Task requirements – Nothing in the entries may be dropped: restate them word for word.

[Stored data entries]
━━━━
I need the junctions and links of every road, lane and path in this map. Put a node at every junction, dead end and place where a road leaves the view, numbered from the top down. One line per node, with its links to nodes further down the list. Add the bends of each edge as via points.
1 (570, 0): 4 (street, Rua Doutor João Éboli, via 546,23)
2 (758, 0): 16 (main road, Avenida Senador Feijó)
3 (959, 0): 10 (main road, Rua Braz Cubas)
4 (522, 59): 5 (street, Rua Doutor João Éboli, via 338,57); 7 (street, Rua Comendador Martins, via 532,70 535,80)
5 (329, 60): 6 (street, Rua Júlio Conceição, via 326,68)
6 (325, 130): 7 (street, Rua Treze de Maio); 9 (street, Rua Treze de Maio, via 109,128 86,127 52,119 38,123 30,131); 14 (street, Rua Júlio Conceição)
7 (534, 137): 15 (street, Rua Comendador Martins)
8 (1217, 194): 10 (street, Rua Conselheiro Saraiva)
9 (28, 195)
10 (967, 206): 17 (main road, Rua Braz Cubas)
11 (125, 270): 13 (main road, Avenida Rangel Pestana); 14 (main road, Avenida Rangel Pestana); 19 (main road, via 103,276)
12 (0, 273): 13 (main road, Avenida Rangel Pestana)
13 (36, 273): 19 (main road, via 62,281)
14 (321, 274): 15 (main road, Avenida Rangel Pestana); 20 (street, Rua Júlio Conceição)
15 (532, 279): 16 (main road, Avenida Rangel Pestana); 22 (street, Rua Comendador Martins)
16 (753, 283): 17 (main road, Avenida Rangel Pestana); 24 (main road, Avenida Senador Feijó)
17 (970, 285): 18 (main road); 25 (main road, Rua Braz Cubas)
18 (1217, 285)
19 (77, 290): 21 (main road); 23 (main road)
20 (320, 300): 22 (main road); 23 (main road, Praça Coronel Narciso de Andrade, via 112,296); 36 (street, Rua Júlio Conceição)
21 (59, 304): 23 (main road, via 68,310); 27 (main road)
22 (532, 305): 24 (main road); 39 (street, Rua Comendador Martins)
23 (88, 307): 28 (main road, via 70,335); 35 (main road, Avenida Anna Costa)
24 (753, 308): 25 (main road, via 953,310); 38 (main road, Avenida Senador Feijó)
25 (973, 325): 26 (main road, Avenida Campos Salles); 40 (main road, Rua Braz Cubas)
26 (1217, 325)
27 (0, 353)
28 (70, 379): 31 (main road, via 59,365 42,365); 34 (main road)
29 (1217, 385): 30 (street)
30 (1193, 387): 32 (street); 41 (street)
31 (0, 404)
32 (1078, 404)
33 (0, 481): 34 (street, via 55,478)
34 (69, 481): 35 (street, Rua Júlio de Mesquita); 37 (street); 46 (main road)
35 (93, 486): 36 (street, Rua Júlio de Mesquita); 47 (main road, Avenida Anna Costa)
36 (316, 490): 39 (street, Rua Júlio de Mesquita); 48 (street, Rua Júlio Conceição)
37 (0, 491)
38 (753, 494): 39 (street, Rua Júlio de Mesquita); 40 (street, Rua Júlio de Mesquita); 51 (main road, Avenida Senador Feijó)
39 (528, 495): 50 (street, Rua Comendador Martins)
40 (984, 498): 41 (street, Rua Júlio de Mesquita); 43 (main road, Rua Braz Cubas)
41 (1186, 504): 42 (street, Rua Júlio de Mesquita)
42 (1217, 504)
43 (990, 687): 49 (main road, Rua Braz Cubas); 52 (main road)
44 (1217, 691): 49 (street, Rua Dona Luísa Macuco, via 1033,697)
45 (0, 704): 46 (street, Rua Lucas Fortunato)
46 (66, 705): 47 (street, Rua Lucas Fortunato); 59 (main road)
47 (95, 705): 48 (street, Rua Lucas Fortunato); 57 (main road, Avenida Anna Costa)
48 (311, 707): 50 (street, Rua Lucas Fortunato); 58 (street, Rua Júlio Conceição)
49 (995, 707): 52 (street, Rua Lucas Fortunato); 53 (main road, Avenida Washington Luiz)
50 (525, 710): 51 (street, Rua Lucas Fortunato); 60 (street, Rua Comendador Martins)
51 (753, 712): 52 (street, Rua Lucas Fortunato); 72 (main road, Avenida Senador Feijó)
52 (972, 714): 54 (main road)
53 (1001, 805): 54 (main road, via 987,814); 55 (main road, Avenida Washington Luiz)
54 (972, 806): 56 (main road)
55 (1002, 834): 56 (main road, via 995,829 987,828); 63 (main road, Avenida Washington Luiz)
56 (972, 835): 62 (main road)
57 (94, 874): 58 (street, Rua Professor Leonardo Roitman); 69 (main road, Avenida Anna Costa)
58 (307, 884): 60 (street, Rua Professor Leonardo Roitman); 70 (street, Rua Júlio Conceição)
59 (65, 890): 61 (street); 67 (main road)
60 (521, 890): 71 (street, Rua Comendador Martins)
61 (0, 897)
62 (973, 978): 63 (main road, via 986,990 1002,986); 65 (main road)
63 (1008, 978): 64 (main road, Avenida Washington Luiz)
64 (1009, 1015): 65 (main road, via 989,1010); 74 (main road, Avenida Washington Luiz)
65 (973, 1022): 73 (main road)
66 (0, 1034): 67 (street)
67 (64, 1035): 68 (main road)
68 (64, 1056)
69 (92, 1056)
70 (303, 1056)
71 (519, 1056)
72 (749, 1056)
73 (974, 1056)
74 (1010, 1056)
━━━━
Result for this exercise –
I need the junctions and links of every road, lane and path in this map. Put a node at every junction, dead end and place where a road leaves the view, numbered from the top down. One line per node, with its links to nodes further down the list. Add the bends of each edge as via points.
1 (570, 0): 4 (street, Rua Doutor João Éboli, via 546,23)
2 (758, 0): 16 (main road, Avenida Senador Feijó)
3 (959, 0): 10 (main road, Rua Braz Cubas)
4 (522, 59): 5 (street, Rua Doutor João Éboli, via 338,57); 7 (street, Rua Comendador Martins, via 532,70 535,80)
5 (329, 60): 6 (street, Rua Júlio Conceição, via 326,68)
6 (325, 130): 7 (street, Rua Treze de Maio); 9 (street, Rua Treze de Maio, via 109,128 86,127 52,119 38,123 30,131); 14 (street, Rua Júlio Conceição)
7 (534, 137): 15 (street, Rua Comendador Martins)
8 (1217, 194): 10 (street, Rua Conselheiro Saraiva)
9 (28, 195)
10 (967, 206): 17 (main road, Rua Braz Cubas)
11 (125, 270): 13 (main road, Avenida Rangel Pestana); 14 (main road, Avenida Rangel Pestana); 19 (main road, via 103,276)
12 (0, 273): 13 (main road, Avenida Rangel Pestana)
13 (36, 273): 19 (main road, via 62,281)
14 (321, 274): 15 (main road, Avenida Rangel Pestana); 20 (street, Rua Júlio Conceição)
15 (532, 279): 16 (main road, Avenida Rangel Pestana); 22 (street, Rua Comendador Martins)
16 (753, 283): 17 (main road, Avenida Rangel Pestana); 24 (main road, Avenida Senador Feijó)
17 (970, 285): 18 (main road); 25 (main road, Rua Braz Cubas)
18 (1217, 285)
19 (77, 290): 21 (main road); 23 (main road)
20 (320, 300): 22 (main road); 23 (main road, Praça Coronel Narciso de Andrade, via 112,296); 36 (street, Rua Júlio Conceição)
21 (59, 304): 23 (main road, via 68,310); 27 (main road)
22 (532, 305): 24 (main road); 39 (street, Rua Comendador Martins)
23 (88, 307): 28 (main road, via 70,335); 35 (main road, Avenida Anna Costa)
24 (753, 308): 25 (main road, via 953,310); 38 (main road, Avenida Senador Feijó)
25 (973, 325): 26 (main road, Avenida Campos Salles); 40 (main road, Rua Braz Cubas)
26 (1217, 325)
27 (0, 353)
28 (70, 379): 31 (main road, via 59,365 42,365); 34 (main road)
29 (1217, 385): 30 (street)
30 (1193, 387): 32 (street); 41 (street)
31 (0, 404)
32 (1078, 404)
33 (0, 481): 34 (street, via 55,478)
34 (69, 481): 35 (street, Rua Júlio de Mesquita); 37 (street); 46 (main road)
35 (93, 486): 36 (street, Rua Júlio de Mesquita); 47 (main road, Avenida Anna Costa)
36 (316, 490): 39 (street, Rua Júlio de Mesquita); 48 (street, Rua Júlio Conceição)
37 (0, 491)
38 (753, 494): 39 (street, Rua Júlio de Mesquita); 40 (street, Rua Júlio de Mesquita); 51 (main road, Avenida Senador Feijó)
39 (528, 495): 50 (street, Rua Comendador Martins)
40 (984, 498): 41 (street, Rua Júlio de Mesquita); 43 (main road, Rua Braz Cubas)
41 (1186, 504): 42 (street, Rua Júlio de Mesquita)
42 (1217, 504)
43 (990, 687): 49 (main road, Rua Braz Cubas); 52 (main road)
44 (1217, 691): 49 (street, Rua Dona Luísa Macuco, via 1033,697)
45 (0, 704): 46 (street, Rua Lucas Fortunato)
46 (66, 705): 47 (street, Rua Lucas Fortunato); 59 (main road)
47 (95, 705): 48 (street, Rua Lucas Fortunato); 57 (main road, Avenida Anna Costa)
48 (311, 707): 50 (street, Rua Lucas Fortunato); 58 (street, Rua Júlio Conceição)
49 (995, 707): 52 (street, Rua Lucas Fortunato); 53 (main road, Avenida Washington Luiz)
50 (525, 710): 51 (street, Rua Lucas Fortunato); 60 (street, Rua Comendador Martins)
51 (753, 712): 52 (street, Rua Lucas Fortunato); 72 (main road, Avenida Senador Feijó)
52 (972, 714): 54 (main road)
53 (1001, 805): 54 (main road, via 987,814); 55 (main road, Avenida Washington Luiz)
54 (972, 806): 56 (main road)
55 (1002, 834): 56 (main road, via 995,829 987,828); 63 (main road, Avenida Washington Luiz)
56 (972, 835): 62 (main road)
57 (94, 874): 58 (street, Rua Professor Leonardo Roitman); 69 (main road, Avenida Anna Costa)
58 (307, 884): 60 (street, Rua Professor Leonardo Roitman); 70 (street, Rua Júlio Conceição)
59 (65, 890): 61 (street); 67 (main road)
60 (521, 890): 71 (street, Rua Comendador Martins)
61 (0, 897)
62 (973, 978): 63 (main road, via 986,990 1002,986); 65 (main road)
63 (1008, 978): 64 (main road, Avenida Washington Luiz)
64 (1009, 1015): 65 (main road, via 989,1010); 74 (main road, Avenida Washington Luiz)
65 (973, 1022): 73 (main road)
66 (0, 1034): 67 (street)
67 (64, 1035): 68 (main road)
68 (64, 1056)
69 (92, 1056)
70 (303, 1056)
71 (519, 1056)
72 (749, 1056)
73 (974, 1056)
74 (1010, 1056)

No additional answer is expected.